#### Problem description:
Every line of the data must appear again in the answer, exactly as written.

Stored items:
------------------------

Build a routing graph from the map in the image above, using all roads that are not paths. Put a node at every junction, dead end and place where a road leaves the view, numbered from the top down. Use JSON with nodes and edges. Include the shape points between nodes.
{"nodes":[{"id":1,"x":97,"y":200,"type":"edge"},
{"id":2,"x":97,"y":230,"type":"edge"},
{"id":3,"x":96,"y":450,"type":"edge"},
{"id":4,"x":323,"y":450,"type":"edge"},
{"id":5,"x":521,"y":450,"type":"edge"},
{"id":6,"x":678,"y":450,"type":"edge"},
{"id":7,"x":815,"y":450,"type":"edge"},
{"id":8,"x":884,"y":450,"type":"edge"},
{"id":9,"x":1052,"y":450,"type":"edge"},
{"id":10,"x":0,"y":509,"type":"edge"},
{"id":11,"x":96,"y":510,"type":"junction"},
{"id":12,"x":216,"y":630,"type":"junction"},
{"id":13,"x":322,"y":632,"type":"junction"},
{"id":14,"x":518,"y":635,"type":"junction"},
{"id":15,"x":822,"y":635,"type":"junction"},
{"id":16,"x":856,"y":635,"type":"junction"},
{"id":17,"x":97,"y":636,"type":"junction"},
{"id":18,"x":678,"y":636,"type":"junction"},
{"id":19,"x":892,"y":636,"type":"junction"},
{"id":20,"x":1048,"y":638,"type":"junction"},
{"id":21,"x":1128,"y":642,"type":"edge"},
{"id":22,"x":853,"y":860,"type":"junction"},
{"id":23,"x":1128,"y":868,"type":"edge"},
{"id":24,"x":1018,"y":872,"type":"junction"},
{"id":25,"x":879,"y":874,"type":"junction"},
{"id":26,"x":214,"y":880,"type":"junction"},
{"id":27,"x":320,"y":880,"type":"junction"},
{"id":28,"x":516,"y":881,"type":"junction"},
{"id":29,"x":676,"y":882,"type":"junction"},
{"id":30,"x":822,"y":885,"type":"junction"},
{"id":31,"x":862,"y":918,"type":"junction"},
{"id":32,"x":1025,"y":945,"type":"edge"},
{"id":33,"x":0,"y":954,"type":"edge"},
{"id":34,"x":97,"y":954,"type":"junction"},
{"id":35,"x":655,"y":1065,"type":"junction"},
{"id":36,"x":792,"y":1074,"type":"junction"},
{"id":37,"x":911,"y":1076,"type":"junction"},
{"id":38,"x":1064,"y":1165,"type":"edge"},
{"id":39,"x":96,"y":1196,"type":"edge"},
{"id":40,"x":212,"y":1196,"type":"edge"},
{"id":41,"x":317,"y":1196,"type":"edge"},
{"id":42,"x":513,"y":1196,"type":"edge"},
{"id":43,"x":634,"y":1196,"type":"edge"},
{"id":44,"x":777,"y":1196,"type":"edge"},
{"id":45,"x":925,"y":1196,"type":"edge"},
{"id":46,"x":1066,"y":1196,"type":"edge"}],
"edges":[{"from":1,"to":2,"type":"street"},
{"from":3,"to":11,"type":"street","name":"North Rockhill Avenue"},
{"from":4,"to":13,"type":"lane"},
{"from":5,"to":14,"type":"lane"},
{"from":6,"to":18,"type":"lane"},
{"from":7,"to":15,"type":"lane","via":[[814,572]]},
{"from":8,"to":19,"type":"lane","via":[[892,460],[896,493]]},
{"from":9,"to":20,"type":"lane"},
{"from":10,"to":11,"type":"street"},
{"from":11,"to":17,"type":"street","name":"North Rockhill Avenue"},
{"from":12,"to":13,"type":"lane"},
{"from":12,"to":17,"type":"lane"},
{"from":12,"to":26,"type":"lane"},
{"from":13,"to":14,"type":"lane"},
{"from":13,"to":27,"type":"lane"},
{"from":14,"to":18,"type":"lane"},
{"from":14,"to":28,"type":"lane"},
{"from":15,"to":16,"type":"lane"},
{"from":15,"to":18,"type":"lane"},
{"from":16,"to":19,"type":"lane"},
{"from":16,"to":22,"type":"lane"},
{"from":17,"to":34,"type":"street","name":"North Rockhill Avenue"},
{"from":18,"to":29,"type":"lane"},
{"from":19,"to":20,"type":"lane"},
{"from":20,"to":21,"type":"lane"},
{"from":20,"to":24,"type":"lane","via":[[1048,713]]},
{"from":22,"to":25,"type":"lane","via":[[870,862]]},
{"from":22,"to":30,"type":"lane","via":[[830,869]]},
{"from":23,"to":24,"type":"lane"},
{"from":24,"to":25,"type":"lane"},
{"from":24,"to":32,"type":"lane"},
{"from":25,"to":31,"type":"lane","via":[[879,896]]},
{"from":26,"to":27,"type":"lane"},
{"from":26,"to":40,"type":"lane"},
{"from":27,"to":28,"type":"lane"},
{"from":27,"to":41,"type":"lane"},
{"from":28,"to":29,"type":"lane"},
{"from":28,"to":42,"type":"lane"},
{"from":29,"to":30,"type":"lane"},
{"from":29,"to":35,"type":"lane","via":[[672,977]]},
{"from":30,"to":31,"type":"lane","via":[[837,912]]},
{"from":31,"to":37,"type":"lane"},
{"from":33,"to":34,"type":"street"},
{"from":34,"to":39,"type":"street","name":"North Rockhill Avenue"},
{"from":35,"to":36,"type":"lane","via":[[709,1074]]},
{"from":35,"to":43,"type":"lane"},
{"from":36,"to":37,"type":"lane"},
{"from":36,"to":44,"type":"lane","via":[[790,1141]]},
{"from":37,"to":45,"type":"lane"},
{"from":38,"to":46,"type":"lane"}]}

------------------------

#### Your response:
Build a routing graph from the map in the image above, using all roads that are not paths. Put a node at every junction, dead end and place where a road leaves the view, numbered from the top down. Use JSON with nodes and edges. Include the shape points between nodes.
{"nodes":[{"id":1,"x":97,"y":200,"type":"edge"},
{"id":2,"x":97,"y":230,"type":"edge"},
{"id":3,"x":96,"y":450,"type":"edge"},
{"id":4,"x":323,"y":450,"type":"edge"},
{"id":5,"x":521,"y":450,"type":"edge"},
{"id":6,"x":678,"y":450,"type":"edge"},
{"id":7,"x":815,"y":450,"type":"edge"},
{"id":8,"x":884,"y":450,"type":"edge"},
{"id":9,"x":1052,"y":450,"type":"edge"},
{"id":10,"x":0,"y":509,"type":"edge"},
{"id":11,"x":96,"y":510,"type":"junction"},
{"id":12,"x":216,"y":630,"type":"junction"},
{"id":13,"x":322,"y":632,"type":"junction"},
{"id":14,"x":518,"y":635,"type":"junction"},
{"id":15,"x":822,"y":635,"type":"junction"},
{"id":16,"x":856,"y":635,"type":"junction"},
{"id":17,"x":97,"y":636,"type":"junction"},
{"id":18,"x":678,"y":636,"type":"junction"},
{"id":19,"x":892,"y":636,"type":"junction"},
{"id":20,"x":1048,"y":638,"type":"junction"},
{"id":21,"x":1128,"y":642,"type":"edge"},
{"id":22,"x":853,"y":860,"type":"junction"},
{"id":23,"x":1128,"y":868,"type":"edge"},
{"id":24,"x":1018,"y":872,"type":"junction"},
{"id":25,"x":879,"y":874,"type":"junction"},
{"id":26,"x":214,"y":880,"type":"junction"},
{"id":27,"x":320,"y":880,"type":"junction"},
{"id":28,"x":516,"y":881,"type":"junction"},
{"id":29,"x":676,"y":882,"type":"junction"},
{"id":30,"x":822,"y":885,"type":"junction"},
{"id":31,"x":862,"y":918,"type":"junction"},
{"id":32,"x":1025,"y":945,"type":"edge"},
{"id":33,"x":0,"y":954,"type":"edge"},
{"id":34,"x":97,"y":954,"type":"junction"},
{"id":35,"x":655,"y":1065,"type":"junction"},
{"id":36,"x":792,"y":1074,"type":"junction"},
{"id":37,"x":911,"y":1076,"type":"junction"},
{"id":38,"x":1064,"y":1165,"type":"edge"},
{"id":39,"x":96,"y":1196,"type":"edge"},
{"id":40,"x":212,"y":1196,"type":"edge"},
{"id":41,"x":317,"y":1196,"type":"edge"},
{"id":42,"x":513,"y":1196,"type":"edge"},
{"id":43,"x":634,"y":1196,"type":"edge"},
{"id":44,"x":777,"y":1196,"type":"edge"},
{"id":45,"x":925,"y":1196,"type":"edge"},
{"id":46,"x":1066,"y":1196,"type":"edge"}],
"edges":[{"from":1,"to":2,"type":"street"},
{"from":3,"to":11,"type":"street","name":"North Rockhill Avenue"},
{"from":4,"to":13,"type":"lane"},
{"from":5,"to":14,"type":"lane"},
{"from":6,"to":18,"type":"lane"},
{"from":7,"to":15,"type":"lane","via":[[814,572]]},
{"from":8,"to":19,"type":"lane","via":[[892,460],[896,493]]},
{"from":9,"to":20,"type":"lane"},
{"from":10,"to":11,"type":"street"},
{"from":11,"to":17,"type":"street","name":"North Rockhill Avenue"},
{"from":12,"to":13,"type":"lane"},
{"from":12,"to":17,"type":"lane"},
{"from":12,"to":26,"type":"lane"},
{"from":13,"to":14,"type":"lane"},
{"from":13,"to":27,"type":"lane"},
{"from":14,"to":18,"type":"lane"},
{"from":14,"to":28,"type":"lane"},
{"from":15,"to":16,"type":"lane"},
{"from":15,"to":18,"type":"lane"},
{"from":16,"to":19,"type":"lane"},
{"from":16,"to":22,"type":"lane"},
{"from":17,"to":34,"type":"street","name":"North Rockhill Avenue"},
{"from":18,"to":29,"type":"lane"},
{"from":19,"to":20,"type":"lane"},
{"from":20,"to":21,"type":"lane"},
{"from":20,"to":24,"type":"lane","via":[[1048,713]]},
{"from":22,"to":25,"type":"lane","via":[[870,862]]},
{"from":22,"to":30,"type":"lane","via":[[830,869]]},
{"from":23,"to":24,"type":"lane"},
{"from":24,"to":25,"type":"lane"},
{"from":24,"to":32,"type":"lane"},
{"from":25,"to":31,"type":"lane","via":[[879,896]]},
{"from":26,"to":27,"type":"lane"},
{"from":26,"to":40,"type":"lane"},
{"from":27,"to":28,"type":"lane"},
{"from":27,"to":41,"type":"lane"},
{"from":28,"to":29,"type":"lane"},
{"from":28,"to":42,"type":"lane"},
{"from":29,"to":30,"type":"lane"},
{"from":29,"to":35,"type":"lane","via":[[672,977]]},
{"from":30,"to":31,"type":"lane","via":[[837,912]]},
{"from":31,"to":37,"type":"lane"},
{"from":33,"to":34,"type":"street"},
{"from":34,"to":39,"type":"street","name":"North Rockhill Avenue"},
{"from":35,"to":36,"type":"lane","via":[[709,1074]]},
{"from":35,"to":43,"type":"lane"},
{"from":36,"to":37,"type":"lane"},
{"from":36,"to":44,"type":"lane","via":[[790,1141]]},
{"from":37,"to":45,"type":"lane"},
{"from":38,"to":46,"type":"lane"}]}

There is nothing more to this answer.